| Task instructions |
The answer should be each line of the records that contains the word "Drive"; please copy them all.

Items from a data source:
○ ○ ○ ○ ○

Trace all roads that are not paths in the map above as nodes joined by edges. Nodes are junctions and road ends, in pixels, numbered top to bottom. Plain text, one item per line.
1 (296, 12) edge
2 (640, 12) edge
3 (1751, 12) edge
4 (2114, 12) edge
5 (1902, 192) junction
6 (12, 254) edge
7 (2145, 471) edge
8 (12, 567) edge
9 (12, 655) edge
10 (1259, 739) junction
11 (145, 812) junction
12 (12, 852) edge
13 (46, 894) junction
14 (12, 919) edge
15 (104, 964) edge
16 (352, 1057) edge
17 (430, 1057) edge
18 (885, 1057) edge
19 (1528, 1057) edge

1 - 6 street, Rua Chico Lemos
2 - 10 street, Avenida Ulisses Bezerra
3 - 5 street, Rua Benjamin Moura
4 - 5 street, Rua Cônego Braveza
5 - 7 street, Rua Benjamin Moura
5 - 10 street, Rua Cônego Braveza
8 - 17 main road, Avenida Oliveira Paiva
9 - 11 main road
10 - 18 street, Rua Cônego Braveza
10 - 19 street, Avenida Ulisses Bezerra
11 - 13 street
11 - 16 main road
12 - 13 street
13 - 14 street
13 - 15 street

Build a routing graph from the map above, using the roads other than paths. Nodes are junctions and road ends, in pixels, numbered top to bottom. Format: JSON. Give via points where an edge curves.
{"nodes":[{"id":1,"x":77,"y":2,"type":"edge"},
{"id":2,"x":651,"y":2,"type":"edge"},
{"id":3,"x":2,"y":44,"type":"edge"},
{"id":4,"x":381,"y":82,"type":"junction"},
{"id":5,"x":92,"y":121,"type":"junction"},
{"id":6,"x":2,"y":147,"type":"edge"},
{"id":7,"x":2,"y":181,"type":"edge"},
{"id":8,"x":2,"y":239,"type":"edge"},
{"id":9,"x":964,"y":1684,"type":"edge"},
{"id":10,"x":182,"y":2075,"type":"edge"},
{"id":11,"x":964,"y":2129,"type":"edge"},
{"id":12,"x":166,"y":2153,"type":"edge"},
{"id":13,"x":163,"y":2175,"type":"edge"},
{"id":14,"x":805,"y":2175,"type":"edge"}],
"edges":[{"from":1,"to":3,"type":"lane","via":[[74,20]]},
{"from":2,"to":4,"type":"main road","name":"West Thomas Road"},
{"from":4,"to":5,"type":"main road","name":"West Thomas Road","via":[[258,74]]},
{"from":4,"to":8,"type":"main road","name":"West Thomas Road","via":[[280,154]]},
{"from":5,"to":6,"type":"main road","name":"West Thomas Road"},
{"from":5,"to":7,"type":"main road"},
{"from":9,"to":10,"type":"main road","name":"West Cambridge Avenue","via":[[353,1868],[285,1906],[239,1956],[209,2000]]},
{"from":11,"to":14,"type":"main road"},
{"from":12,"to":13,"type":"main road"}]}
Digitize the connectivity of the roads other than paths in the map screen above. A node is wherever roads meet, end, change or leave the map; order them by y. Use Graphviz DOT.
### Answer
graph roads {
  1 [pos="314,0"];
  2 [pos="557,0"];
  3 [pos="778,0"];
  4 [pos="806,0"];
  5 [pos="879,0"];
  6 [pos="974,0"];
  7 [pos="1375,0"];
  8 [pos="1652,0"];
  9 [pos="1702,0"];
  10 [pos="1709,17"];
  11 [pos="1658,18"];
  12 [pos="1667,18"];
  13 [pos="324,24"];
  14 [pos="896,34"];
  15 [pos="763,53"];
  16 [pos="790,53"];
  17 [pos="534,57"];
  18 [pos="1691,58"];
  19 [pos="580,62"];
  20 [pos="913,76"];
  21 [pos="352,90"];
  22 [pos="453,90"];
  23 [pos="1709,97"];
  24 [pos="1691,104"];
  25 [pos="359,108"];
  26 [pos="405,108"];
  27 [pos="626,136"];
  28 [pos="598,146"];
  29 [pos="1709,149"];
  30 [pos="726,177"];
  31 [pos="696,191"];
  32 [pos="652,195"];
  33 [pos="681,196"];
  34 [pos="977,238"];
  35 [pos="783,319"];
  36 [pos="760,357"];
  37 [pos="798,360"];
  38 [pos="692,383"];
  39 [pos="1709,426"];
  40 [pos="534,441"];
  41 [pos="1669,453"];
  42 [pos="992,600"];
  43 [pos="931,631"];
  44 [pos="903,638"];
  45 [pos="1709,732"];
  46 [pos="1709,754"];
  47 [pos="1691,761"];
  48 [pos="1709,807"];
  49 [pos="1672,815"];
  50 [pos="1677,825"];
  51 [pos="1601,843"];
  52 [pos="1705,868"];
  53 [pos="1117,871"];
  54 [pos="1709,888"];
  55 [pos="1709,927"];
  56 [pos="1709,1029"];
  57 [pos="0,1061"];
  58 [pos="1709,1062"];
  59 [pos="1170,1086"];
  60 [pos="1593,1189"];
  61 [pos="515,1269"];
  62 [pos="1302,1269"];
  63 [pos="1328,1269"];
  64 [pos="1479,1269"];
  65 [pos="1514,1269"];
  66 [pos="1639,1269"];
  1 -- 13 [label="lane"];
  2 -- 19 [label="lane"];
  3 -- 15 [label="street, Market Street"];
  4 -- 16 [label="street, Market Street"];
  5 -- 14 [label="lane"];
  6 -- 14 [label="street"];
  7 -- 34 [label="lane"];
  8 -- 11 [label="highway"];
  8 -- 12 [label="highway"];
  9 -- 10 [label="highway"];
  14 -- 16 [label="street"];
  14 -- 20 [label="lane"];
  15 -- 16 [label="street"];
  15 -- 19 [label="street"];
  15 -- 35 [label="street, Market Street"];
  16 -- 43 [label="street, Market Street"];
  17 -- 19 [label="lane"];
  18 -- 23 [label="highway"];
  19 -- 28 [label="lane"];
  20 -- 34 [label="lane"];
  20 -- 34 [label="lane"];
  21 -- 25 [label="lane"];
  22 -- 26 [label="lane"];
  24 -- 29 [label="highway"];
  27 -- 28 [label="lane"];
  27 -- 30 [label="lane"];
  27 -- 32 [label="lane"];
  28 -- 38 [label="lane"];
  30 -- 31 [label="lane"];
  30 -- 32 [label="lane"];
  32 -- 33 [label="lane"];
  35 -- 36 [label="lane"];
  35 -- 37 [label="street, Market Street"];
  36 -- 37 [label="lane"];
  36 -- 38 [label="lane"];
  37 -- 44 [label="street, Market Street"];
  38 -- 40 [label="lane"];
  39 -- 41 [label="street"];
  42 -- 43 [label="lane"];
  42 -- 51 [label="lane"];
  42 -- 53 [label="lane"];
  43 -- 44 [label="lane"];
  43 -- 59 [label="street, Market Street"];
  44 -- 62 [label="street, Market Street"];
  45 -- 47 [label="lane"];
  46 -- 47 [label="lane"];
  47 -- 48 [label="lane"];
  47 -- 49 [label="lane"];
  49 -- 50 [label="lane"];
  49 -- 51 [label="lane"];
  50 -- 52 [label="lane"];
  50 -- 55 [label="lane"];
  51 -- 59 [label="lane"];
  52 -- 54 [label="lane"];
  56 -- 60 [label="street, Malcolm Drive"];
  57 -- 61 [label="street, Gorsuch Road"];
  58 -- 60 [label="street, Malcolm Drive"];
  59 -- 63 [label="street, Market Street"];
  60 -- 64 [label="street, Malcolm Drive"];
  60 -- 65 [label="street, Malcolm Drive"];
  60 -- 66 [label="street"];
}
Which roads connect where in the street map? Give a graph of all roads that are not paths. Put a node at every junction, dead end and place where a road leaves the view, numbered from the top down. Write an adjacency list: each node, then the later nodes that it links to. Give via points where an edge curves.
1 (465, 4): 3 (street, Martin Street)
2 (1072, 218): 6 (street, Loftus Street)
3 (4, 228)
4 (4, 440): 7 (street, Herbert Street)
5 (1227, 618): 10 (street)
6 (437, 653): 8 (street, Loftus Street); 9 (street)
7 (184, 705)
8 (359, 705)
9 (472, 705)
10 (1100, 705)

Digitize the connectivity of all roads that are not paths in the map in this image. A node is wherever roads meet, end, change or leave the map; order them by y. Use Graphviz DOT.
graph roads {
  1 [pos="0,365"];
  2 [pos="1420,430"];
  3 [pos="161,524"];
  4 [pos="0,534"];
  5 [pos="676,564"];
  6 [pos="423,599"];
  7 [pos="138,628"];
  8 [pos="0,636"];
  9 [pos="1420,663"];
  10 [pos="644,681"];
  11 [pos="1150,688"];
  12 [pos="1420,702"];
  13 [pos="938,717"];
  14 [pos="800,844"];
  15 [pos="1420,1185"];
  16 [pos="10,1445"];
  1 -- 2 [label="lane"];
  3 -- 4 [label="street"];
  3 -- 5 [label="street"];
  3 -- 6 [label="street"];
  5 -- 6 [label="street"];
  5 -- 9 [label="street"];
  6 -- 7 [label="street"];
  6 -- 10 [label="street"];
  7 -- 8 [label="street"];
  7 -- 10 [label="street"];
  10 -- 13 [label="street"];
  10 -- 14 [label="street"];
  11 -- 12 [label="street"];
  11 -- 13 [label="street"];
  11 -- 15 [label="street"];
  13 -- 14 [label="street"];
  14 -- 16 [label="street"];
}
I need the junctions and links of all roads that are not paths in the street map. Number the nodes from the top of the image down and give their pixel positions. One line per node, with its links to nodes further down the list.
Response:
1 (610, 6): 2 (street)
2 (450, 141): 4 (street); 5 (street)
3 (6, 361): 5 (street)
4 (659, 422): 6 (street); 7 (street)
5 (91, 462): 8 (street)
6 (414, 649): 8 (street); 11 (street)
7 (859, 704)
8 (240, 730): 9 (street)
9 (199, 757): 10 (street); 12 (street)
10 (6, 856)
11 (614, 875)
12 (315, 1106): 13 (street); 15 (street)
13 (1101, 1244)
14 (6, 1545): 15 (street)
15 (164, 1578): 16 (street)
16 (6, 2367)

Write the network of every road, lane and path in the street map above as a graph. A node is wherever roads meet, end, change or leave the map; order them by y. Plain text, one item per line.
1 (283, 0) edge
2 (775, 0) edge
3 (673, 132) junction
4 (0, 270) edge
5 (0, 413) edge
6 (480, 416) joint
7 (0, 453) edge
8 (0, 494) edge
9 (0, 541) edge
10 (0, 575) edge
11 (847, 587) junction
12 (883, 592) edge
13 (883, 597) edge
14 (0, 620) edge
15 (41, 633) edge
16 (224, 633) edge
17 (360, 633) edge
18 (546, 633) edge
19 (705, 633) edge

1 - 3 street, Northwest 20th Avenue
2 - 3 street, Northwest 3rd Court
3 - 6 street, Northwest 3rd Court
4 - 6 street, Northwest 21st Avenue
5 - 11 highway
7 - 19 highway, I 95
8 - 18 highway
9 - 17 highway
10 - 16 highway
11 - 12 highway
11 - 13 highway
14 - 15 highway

○ ○ ○ ○ ○

| Expected answer |
  56 -- 60 [label="street, Malcolm Drive"];
  58 -- 60 [label="street, Malcolm Drive"];
  60 -- 64 [label="street, Malcolm Drive"];
  60 -- 65 [label="street, Malcolm Drive"];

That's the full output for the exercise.